**PROBLEM DETAILS**
The answer is all of the data, repeated exactly.

[Entries taken from a collection]
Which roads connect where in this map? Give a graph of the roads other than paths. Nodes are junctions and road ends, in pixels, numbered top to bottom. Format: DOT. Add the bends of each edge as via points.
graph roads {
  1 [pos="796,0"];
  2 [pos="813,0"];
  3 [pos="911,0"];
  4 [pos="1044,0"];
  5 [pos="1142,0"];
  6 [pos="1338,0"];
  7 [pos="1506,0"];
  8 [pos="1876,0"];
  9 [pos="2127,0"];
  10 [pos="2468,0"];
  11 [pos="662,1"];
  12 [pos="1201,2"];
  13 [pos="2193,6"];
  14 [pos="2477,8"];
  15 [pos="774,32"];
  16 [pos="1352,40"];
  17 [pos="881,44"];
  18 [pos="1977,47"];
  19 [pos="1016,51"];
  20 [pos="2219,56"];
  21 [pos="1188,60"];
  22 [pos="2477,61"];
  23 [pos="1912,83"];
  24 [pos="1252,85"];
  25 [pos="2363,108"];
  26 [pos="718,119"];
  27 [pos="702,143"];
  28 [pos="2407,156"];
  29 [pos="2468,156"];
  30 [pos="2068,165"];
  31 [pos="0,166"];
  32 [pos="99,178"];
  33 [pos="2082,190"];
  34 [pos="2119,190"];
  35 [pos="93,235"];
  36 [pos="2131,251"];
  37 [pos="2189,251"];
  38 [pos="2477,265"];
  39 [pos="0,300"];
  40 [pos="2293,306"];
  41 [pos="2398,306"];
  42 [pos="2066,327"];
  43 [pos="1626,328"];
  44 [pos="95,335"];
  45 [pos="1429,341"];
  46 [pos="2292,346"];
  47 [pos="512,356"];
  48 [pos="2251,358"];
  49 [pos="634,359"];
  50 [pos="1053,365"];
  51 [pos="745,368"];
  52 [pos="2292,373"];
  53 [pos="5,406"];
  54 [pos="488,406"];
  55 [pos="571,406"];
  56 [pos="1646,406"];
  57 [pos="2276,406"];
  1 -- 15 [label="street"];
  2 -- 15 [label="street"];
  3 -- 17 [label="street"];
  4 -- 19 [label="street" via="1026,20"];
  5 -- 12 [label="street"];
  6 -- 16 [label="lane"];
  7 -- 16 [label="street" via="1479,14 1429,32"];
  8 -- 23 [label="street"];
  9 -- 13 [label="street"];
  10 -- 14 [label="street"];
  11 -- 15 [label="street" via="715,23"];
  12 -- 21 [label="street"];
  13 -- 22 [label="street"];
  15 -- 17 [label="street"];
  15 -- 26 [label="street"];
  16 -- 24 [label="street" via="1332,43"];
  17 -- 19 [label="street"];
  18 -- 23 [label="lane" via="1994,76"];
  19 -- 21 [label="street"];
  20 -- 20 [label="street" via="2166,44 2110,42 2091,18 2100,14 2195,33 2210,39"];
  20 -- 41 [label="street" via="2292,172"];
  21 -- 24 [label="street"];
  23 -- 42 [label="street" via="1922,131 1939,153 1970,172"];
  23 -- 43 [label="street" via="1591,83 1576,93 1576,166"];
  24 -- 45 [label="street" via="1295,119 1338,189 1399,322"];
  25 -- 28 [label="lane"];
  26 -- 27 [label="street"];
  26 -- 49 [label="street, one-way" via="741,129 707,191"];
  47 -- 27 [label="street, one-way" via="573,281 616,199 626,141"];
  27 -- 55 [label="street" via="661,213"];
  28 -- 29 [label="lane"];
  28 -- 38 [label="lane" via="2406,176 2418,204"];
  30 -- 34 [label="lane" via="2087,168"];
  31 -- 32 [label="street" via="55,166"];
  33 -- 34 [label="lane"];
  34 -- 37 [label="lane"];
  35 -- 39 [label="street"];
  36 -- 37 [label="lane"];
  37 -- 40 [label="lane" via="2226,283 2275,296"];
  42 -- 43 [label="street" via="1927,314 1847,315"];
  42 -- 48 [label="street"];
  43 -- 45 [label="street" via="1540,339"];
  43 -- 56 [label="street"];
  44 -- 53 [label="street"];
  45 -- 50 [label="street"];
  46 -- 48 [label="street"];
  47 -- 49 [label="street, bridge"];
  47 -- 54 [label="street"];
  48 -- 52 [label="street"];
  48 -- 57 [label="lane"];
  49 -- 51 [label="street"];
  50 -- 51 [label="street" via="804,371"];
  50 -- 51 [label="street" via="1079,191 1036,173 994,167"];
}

**ANSWER BOX**
Which roads connect where in this map? Give a graph of the roads other than paths. Nodes are junctions and road ends, in pixels, numbered top to bottom. Format: DOT. Add the bends of each edge as via points.
graph roads {
  1 [pos="796,0"];
  2 [pos="813,0"];
  3 [pos="911,0"];
  4 [pos="1044,0"];
  5 [pos="1142,0"];
  6 [pos="1338,0"];
  7 [pos="1506,0"];
  8 [pos="1876,0"];
  9 [pos="2127,0"];
  10 [pos="2468,0"];
  11 [pos="662,1"];
  12 [pos="1201,2"];
  13 [pos="2193,6"];
  14 [pos="2477,8"];
  15 [pos="774,32"];
  16 [pos="1352,40"];
  17 [pos="881,44"];
  18 [pos="1977,47"];
  19 [pos="1016,51"];
  20 [pos="2219,56"];
  21 [pos="1188,60"];
  22 [pos="2477,61"];
  23 [pos="1912,83"];
  24 [pos="1252,85"];
  25 [pos="2363,108"];
  26 [pos="718,119"];
  27 [pos="702,143"];
  28 [pos="2407,156"];
  29 [pos="2468,156"];
  30 [pos="2068,165"];
  31 [pos="0,166"];
  32 [pos="99,178"];
  33 [pos="2082,190"];
  34 [pos="2119,190"];
  35 [pos="93,235"];
  36 [pos="2131,251"];
  37 [pos="2189,251"];
  38 [pos="2477,265"];
  39 [pos="0,300"];
  40 [pos="2293,306"];
  41 [pos="2398,306"];
  42 [pos="2066,327"];
  43 [pos="1626,328"];
  44 [pos="95,335"];
  45 [pos="1429,341"];
  46 [pos="2292,346"];
  47 [pos="512,356"];
  48 [pos="2251,358"];
  49 [pos="634,359"];
  50 [pos="1053,365"];
  51 [pos="745,368"];
  52 [pos="2292,373"];
  53 [pos="5,406"];
  54 [pos="488,406"];
  55 [pos="571,406"];
  56 [pos="1646,406"];
  57 [pos="2276,406"];
  1 -- 15 [label="street"];
  2 -- 15 [label="street"];
  3 -- 17 [label="street"];
  4 -- 19 [label="street" via="1026,20"];
  5 -- 12 [label="street"];
  6 -- 16 [label="lane"];
  7 -- 16 [label="street" via="1479,14 1429,32"];
  8 -- 23 [label="street"];
  9 -- 13 [label="street"];
  10 -- 14 [label="street"];
  11 -- 15 [label="street" via="715,23"];
  12 -- 21 [label="street"];
  13 -- 22 [label="street"];
  15 -- 17 [label="street"];
  15 -- 26 [label="street"];
  16 -- 24 [label="street" via="1332,43"];
  17 -- 19 [label="street"];
  18 -- 23 [label="lane" via="1994,76"];
  19 -- 21 [label="street"];
  20 -- 20 [label="street" via="2166,44 2110,42 2091,18 2100,14 2195,33 2210,39"];
  20 -- 41 [label="street" via="2292,172"];
  21 -- 24 [label="street"];
  23 -- 42 [label="street" via="1922,131 1939,153 1970,172"];
  23 -- 43 [label="street" via="1591,83 1576,93 1576,166"];
  24 -- 45 [label="street" via="1295,119 1338,189 1399,322"];
  25 -- 28 [label="lane"];
  26 -- 27 [label="street"];
  26 -- 49 [label="street, one-way" via="741,129 707,191"];
  47 -- 27 [label="street, one-way" via="573,281 616,199 626,141"];
  27 -- 55 [label="street" via="661,213"];
  28 -- 29 [label="lane"];
  28 -- 38 [label="lane" via="2406,176 2418,204"];
  30 -- 34 [label="lane" via="2087,168"];
  31 -- 32 [label="street" via="55,166"];
  33 -- 34 [label="lane"];
  34 -- 37 [label="lane"];
  35 -- 39 [label="street"];
  36 -- 37 [label="lane"];
  37 -- 40 [label="lane" via="2226,283 2275,296"];
  42 -- 43 [label="street" via="1927,314 1847,315"];
  42 -- 48 [label="street"];
  43 -- 45 [label="street" via="1540,339"];
  43 -- 56 [label="street"];
  44 -- 53 [label="street"];
  45 -- 50 [label="street"];
  46 -- 48 [label="street"];
  47 -- 49 [label="street, bridge"];
  47 -- 54 [label="street"];
  48 -- 52 [label="street"];
  48 -- 57 [label="lane"];
  49 -- 51 [label="street"];
  50 -- 51 [label="street" via="804,371"];
  50 -- 51 [label="street" via="1079,191 1036,173 994,167"];
}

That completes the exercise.